O uso do mastro para guiar a história, ora servindo de relógio, ora como tela para expandir o espaço-tempo do espetáculo, é genial. Os atores se transformam nos ponteiros desse relógio, e as imagens refletidas no tecido da vela revelam os detalhes mais íntimos da vida de Sebastião: a convivência com a mãe e com Bernardo, os momentos de afeto na cozinha e as disputas fundiárias e os incêndios que ainda ameaçam as matas nativas.
É claro que, na superfície, “Macuco” alerta para a devastação da fauna e flora brasileira. O assassinato de Dom Phillips e Bruno Pereira, o de Dorothy Stang, a brutalidade dos garimpos clandestinos e até os movimentos políticos para “passar a boiada” sobre as florestas gorjeiam a narrativa. Esses horrores acontecem todos os dias. Mas a delicadeza com que o cenário é tratado pelo texto de Victor Nóvoa a partir do microcosmo do personagem muda a travessia do público e revela a face mágica do dispositivo: a de cortina teatral.

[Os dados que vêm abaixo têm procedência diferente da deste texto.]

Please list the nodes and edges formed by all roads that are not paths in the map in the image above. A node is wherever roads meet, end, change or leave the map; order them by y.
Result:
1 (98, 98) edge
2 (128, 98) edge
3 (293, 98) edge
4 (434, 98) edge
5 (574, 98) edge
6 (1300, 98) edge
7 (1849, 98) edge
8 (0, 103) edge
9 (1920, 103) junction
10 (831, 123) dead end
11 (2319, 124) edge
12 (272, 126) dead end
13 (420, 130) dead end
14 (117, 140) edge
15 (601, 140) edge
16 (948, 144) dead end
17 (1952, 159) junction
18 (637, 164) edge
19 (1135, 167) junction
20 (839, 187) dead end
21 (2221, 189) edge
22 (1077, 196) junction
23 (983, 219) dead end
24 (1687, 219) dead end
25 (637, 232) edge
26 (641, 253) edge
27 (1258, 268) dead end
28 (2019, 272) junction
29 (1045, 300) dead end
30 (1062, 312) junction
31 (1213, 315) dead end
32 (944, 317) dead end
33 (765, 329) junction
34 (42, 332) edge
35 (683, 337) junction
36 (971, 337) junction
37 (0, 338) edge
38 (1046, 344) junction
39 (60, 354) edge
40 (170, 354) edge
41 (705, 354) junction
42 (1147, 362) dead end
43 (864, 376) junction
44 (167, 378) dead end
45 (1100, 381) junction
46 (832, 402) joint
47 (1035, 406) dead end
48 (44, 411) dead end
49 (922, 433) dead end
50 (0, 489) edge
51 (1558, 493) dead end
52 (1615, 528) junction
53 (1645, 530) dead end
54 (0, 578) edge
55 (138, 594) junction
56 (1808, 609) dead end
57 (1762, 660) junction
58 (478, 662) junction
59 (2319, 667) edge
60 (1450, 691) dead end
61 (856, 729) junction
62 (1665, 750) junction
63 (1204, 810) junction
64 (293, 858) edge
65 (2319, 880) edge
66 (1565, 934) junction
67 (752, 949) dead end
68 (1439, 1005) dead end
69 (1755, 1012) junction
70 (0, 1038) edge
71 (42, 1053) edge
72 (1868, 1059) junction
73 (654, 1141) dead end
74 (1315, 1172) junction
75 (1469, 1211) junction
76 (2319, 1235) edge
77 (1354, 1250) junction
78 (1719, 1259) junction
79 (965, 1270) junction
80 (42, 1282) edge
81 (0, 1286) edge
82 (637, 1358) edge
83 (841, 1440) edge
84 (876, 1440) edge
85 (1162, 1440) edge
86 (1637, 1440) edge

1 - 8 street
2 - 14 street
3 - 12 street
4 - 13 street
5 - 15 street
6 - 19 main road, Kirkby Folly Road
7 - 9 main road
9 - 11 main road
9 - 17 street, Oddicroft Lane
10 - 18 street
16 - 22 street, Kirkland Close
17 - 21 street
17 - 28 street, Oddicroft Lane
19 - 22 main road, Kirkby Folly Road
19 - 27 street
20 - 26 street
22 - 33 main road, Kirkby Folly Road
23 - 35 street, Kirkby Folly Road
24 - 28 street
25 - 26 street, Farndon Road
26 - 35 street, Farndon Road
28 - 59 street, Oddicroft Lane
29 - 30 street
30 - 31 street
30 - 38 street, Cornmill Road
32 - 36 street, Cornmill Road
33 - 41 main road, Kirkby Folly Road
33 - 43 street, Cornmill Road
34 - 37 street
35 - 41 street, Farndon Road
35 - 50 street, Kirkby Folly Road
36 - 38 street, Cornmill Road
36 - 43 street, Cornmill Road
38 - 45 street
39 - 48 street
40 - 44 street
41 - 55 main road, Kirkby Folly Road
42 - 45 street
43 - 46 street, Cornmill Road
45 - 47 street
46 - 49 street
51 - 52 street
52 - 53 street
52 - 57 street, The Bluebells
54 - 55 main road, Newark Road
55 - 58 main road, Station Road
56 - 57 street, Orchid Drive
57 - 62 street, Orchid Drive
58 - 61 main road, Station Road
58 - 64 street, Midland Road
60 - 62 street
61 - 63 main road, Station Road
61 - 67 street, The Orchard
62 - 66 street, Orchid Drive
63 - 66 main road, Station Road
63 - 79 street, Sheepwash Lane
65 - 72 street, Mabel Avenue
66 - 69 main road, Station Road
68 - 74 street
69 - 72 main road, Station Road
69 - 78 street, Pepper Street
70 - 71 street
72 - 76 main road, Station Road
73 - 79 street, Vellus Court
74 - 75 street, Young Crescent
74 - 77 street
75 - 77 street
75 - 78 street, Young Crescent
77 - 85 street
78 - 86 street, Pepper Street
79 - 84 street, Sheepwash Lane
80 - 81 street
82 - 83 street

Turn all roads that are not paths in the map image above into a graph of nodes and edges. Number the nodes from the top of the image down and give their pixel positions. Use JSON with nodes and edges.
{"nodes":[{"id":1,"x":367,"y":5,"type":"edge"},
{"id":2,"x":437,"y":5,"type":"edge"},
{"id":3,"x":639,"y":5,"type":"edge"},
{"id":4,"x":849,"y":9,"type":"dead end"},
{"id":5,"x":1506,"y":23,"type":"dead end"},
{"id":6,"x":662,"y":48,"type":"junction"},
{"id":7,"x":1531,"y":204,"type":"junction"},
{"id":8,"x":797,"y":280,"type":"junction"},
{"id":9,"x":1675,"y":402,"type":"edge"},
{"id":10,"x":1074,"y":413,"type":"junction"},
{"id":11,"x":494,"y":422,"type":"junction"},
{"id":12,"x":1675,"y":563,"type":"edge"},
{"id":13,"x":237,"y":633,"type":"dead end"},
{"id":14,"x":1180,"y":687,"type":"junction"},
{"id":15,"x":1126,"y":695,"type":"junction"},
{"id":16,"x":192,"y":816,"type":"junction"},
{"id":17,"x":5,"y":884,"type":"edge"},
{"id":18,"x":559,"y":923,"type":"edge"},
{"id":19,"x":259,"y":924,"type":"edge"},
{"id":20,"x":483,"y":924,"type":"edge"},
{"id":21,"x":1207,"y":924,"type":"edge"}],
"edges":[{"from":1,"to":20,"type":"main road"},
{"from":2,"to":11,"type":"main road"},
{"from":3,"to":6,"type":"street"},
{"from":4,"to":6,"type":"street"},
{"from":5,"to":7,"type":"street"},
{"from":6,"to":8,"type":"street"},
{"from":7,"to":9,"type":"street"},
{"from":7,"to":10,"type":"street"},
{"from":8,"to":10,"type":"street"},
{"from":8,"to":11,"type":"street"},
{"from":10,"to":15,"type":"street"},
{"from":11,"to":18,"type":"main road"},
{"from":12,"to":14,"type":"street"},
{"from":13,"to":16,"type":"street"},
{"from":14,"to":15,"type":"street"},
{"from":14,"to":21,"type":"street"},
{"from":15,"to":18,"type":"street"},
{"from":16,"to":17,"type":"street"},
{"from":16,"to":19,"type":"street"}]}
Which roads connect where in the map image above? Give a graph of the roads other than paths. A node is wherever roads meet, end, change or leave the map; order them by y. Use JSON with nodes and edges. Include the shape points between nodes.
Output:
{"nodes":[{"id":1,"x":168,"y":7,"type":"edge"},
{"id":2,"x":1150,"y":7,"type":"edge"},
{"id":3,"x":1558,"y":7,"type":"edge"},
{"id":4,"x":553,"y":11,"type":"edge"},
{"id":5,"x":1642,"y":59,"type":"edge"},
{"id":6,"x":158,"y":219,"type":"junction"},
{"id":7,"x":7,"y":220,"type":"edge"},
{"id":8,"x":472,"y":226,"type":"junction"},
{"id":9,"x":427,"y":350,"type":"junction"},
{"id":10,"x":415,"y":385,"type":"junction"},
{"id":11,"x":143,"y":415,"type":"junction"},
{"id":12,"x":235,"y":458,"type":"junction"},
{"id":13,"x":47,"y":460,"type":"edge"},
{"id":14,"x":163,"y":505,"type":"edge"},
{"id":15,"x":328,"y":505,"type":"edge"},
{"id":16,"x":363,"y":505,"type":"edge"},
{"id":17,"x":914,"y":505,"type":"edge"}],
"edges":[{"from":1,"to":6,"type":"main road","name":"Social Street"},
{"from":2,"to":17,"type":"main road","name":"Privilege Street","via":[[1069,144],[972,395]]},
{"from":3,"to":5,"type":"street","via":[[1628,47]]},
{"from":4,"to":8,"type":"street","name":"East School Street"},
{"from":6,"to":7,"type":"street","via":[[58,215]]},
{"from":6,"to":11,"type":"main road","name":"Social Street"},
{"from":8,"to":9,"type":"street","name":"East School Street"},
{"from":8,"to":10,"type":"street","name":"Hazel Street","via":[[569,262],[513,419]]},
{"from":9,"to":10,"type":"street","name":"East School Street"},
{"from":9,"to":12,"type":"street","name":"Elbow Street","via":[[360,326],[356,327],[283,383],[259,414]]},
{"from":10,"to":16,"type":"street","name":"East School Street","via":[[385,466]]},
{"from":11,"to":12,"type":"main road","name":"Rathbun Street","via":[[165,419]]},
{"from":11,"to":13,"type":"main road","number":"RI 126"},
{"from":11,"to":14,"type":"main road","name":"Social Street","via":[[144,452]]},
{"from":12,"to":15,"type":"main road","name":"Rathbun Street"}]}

Sempre que o mastro cênico rodopia, “feito bailarina”, Vitor Brito e Edgar Castro – ótimos em cena – surgem e desaparecem como aparições, quase como personagens das lendas brasileiras. A luxuosa participação de Cleide Queiroz amplia a vertente da tradição oral e do contar histórias uns aos outros que já fazem parte da nossa cultura, especialmente nas regiões com pouco acesso aos livros. Inclusive, a ausência da atriz no palco – e sua presença através da reprodução em vídeo – devolvem a dimensão dos nossos tesouros imateriais e das lembranças do que estão guardadas na mente.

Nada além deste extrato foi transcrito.